Red Bucket Becomes Safe Haven for Abused Horses
Nearly seven years ago, horse lover, Susan Peirce of Chino Hills, California found a starving thoroughbred filly at a run down and dilapidated farm. Although it was clear that the horse had been beaten and abandoned, the barn manager did not feed her since he wasn’t being paid. Instead, he was planning on sending her to the slaughterhouse.
Unable to turn her back, Peirce went to the local feed store and bought 50 pounds of carrots and a “Red Bucket.” It took Susan six and a half hours to catch the emaciated filly. Peirce named her Harlow, nursed her back to health and found her a forever home.
The next year, Peirce returned to same farm where she found nine additional abandoned horses. Again, the barn manager was not feeding them, and they were clearly starving. One horse in particular was endangered, so Peirce, along with a friend, spent the next 36 hours trying to save her.
Unfortunately, she was so sick the vet recommended they euthanize her. Peirce named her Gracie, and that was the defining moment that changed her life. Looking around at the eight remaining horses that were also suffering, Peirce decided she had to do something and Red Bucket Equine Rescue was born. Eight more Red Buckets were purchased, and eight additional promises of second chances were made.
In a very short time, Red Bucket developed a very strong track record of rehabilitating and training their horses. As their reputation grew, they also began to re-home many of the horses, finding forever homes. Adopters came from Colorado, Wyoming, and Oklahoma in addition to local Southern California communities.
The amazing transformations of hundreds of abused horses are only possible through the generosity of others who wish to help. The Red Bucket Team and the horses that they serve are deeply grateful for the donations that make their meaningful work possible. (After rehab picture shown of Finbar jumping (left)–Yes–that is the same horse. We checked twice!)
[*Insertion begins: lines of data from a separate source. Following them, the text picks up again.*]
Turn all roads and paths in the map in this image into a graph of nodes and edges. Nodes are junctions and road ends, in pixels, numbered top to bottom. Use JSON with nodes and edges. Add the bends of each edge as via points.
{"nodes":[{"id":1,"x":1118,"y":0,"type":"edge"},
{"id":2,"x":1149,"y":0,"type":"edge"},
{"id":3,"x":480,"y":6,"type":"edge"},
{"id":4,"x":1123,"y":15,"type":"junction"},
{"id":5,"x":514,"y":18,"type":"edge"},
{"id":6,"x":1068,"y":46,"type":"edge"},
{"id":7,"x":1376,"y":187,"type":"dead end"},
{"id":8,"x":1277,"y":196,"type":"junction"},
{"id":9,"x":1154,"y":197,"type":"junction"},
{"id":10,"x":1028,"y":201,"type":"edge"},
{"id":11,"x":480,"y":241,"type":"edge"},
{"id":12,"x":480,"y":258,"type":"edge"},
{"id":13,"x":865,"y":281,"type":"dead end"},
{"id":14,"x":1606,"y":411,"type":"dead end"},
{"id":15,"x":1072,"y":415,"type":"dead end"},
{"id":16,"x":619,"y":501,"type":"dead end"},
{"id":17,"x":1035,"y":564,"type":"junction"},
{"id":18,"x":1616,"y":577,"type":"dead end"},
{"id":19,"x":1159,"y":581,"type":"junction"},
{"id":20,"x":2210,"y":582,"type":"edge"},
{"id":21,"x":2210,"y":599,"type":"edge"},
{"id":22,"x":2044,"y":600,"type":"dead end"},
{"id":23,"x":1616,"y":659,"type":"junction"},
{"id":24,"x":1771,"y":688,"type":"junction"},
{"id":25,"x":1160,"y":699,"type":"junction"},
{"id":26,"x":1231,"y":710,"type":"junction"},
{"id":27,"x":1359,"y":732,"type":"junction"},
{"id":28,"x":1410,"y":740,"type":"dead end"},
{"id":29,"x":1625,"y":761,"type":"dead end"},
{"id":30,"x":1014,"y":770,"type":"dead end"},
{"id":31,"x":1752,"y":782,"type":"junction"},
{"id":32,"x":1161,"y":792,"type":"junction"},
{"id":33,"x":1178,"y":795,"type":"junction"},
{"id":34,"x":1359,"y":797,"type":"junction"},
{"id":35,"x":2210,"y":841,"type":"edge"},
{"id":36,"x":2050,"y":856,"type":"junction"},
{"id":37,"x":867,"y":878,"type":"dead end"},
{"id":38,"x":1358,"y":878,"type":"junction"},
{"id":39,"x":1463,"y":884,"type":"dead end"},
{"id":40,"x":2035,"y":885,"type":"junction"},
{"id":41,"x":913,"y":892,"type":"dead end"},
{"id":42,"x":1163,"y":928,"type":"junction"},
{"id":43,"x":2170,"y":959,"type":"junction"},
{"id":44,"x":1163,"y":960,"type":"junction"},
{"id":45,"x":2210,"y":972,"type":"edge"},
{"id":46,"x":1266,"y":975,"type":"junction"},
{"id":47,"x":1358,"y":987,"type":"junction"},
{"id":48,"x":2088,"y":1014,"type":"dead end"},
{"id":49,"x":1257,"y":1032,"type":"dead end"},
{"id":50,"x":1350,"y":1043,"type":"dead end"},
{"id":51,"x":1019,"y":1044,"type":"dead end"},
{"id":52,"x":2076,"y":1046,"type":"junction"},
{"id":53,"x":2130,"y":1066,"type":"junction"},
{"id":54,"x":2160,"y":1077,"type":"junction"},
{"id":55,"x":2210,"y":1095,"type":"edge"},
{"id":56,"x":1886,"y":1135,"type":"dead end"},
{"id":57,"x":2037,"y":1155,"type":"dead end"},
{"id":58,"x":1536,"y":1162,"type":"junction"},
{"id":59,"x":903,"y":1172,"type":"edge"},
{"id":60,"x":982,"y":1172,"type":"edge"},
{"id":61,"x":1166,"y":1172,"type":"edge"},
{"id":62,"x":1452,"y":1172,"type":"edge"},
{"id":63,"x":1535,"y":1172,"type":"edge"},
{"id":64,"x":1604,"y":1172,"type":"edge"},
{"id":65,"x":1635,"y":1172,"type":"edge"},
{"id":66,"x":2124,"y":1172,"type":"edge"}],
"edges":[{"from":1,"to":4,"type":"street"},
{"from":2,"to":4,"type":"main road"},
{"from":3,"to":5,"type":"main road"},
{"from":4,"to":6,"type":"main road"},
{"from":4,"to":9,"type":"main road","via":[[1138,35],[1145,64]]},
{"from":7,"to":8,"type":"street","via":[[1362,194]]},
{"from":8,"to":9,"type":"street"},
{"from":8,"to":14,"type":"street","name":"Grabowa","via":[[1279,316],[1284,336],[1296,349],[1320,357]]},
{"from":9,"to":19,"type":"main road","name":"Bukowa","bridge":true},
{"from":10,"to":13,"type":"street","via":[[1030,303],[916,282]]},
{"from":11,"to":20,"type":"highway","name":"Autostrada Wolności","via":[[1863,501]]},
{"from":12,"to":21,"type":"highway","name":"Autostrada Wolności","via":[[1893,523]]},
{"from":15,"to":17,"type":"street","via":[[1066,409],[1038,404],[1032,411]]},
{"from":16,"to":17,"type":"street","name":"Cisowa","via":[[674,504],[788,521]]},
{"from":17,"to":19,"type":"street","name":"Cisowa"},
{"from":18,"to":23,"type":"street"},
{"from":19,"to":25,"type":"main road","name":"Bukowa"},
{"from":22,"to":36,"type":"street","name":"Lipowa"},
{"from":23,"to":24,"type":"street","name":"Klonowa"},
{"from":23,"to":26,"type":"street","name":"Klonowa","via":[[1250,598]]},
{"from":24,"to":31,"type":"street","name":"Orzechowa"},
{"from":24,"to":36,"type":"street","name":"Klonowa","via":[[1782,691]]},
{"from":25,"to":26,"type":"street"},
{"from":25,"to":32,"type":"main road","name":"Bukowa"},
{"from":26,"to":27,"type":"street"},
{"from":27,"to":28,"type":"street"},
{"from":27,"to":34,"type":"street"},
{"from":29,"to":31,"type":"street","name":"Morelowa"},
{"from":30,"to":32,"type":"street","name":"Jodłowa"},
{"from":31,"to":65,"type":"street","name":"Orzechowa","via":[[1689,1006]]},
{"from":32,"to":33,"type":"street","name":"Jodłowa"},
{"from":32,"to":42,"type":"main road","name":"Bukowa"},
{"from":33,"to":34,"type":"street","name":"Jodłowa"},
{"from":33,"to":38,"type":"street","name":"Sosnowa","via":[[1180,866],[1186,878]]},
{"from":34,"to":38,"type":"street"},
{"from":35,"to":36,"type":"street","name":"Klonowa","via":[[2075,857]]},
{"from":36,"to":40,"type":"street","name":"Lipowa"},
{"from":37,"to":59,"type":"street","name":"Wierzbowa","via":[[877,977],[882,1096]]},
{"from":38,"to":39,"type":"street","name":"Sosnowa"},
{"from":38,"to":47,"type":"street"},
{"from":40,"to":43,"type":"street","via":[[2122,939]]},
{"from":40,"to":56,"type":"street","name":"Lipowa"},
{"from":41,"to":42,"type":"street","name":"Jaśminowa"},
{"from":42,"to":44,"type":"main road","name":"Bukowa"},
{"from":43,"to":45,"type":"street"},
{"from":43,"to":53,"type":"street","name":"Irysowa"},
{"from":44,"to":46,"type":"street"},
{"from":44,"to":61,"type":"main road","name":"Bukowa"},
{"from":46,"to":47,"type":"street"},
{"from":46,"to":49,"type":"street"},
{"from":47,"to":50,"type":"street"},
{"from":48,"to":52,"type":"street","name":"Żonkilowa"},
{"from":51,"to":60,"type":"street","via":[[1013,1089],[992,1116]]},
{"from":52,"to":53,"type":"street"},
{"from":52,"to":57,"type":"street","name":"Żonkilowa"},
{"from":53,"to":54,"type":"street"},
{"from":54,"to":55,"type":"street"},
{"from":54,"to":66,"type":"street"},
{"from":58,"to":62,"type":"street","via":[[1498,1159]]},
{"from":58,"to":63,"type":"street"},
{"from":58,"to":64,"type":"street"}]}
According to Peirce, “Every five minutes an American horse of all breeds ends up at slaughter. Ninety-two point three percent (92.3%) of these horses are healthy horses in good condition, including former family pets, show horses, donkeys, foals and pregnant mares,” Peirce states. “We hope that your readers will consider adopting a horse through Red Bucket or they can also make a much needed donation to Red Bucket to help rescue, rehabilitate and care for these horses while they are waiting for their forever home.”